Onwards and downwards
Jeremy Clarke
Iwas running on the treadmill in the gym in the new custom-built trainers I’d bought in Oxford Street. I’d popped my foot on a sensor, the assistant had pressed a button, and my feet had been measured to the nearest half-millimetre from every conceivable angle. Then I’d jogged across the shop and stepped on a metal plate that relayed information to her computer screen about how my foot rolled as it hit the ground. The colour scheme and the materials used in the trainers’ manufacture were up to me. She helped me through the design process on her computer screen. The data was passed on to a shoe factory on the other side of the world and three weeks later my new custom-made trainers arrived by post.
Apart from the vending machine, the treadmill is my favourite machine at the gym. I was excited about getting these new trainers because I was persuaded by the subliminal message of the advertising poster in the shop that if I owned a pair I would look like Lynford Christie. And that they would be so comfortable I would feel as if I was tripping barefoot across the bosoms of maidens. The reality, however, was that the all-round tight fit made me feel like a victim of a Chinese foot-binder fleeing across the paddy fields.

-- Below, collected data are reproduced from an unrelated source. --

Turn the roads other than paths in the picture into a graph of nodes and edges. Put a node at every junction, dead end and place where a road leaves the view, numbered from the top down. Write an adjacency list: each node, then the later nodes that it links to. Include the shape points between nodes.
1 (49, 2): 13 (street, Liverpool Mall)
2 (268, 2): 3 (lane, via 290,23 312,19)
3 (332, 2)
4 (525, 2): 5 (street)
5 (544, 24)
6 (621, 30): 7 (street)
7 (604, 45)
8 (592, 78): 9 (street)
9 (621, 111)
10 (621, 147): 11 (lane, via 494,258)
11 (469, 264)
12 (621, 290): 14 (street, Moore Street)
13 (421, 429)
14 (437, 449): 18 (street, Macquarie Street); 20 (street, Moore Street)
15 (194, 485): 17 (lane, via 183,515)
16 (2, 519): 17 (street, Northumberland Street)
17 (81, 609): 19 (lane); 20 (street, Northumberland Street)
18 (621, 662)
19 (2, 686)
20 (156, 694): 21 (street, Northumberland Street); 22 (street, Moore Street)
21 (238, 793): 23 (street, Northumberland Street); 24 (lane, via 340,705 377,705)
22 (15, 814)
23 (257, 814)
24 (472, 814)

It takes me roughly six months to get in shape, and two weeks to get out of shape. The magnitude of this injustice looms far greater in my mind than children having to labour in sweat-shop conditions in training-shoe factories. The new trainers were unbelievably expensive, and I hoped this would be a spur to greater and more sustained efforts on the fitness front, with fewer alcoholic lapses.
So I was on the treadmill in the gym running them in. I’d set the machine at 12 kilometres an hour with a 5 per cent incline for 25 minutes. Studying myself in the wall-length mirror after five minutes, I looked more like executed necrophiliac John Christie than Lynford Christie, but onwards and upwards. Behind me the gym was empty and I was free to pull grotesque faces. I did Ramses II when they took the bandages off, and I was in the middle of doing my 40-year-old cod on a fishmonger’s slab when a small party entered the room led by Ian, our fitness attendant bloke. Ian’s neck is wider than his head, which he shaves perfectly smooth with a razor, and he’s built like the Cenotaph.
From his party’s general air of diffidence, and their shapeless T-shirts, I guessed that Ian was about to give them all an ‘induction’. Before anyone is allowed to use the gym, Ian is supposed to demonstrate how to use the machines. The idea is that if new members strain themselves, they can’t sue the gym on the grounds of inadequate instruction. He led them over to the cross-trainer and motioned them to gather round. They were three men and two women. To be honest, two of the men had left it too late. The other man, whose T-shirt said No Fear, hugged himself with scrawny arms so that his shoulder blades protruded from his back like small wings. The other two women, gorgeous sisters, twins possibly, wore matching pink jog pants with silver sequins.
When I had my induction I was on my own. Once Ian had ascertained that I was familiar with fixed-weight machines, good manners, disdain for petty rules, and perhaps a desire to leave work early meant that he just went through the motions. We stood in the middle of the room. Ian inclined his great bullet-head towards a machine, then looked at me. This meant ‘OK?’ I’d nod. He’d incline his head towards the next one. I’d nod again. In this way we completed the induction in about 30 seconds flat. Then he raised both thumbs and motioned me to go forth and exercise.
But in the mirror I could see that this induction party was slowing him down with technical questions and that a vein was standing out on Ian’s temple. I watched their slow progress from machine to machine with emotions akin to those of a sixth-form bully scrutinising new boys on the first day of term. I despised the men in particular for their ignorance, their pedantry, their eagerness to ask the right questions.
They came over to the treadmills and clustered around the one next to me. I gave Ian the old veteran’s salute. As I did so, I unfortunately lost balance, stepped awkwardly, then was shot off the treadmill backwards, like a bullet from a springloaded gun, and landed heavily on my back on the floor. The inductees tittered uncomfortably. Ian never laughs. With Ian, amusement is normally expressed with a look of puzzlement. ‘Are you all right?’ he said. But I was too winded to answer.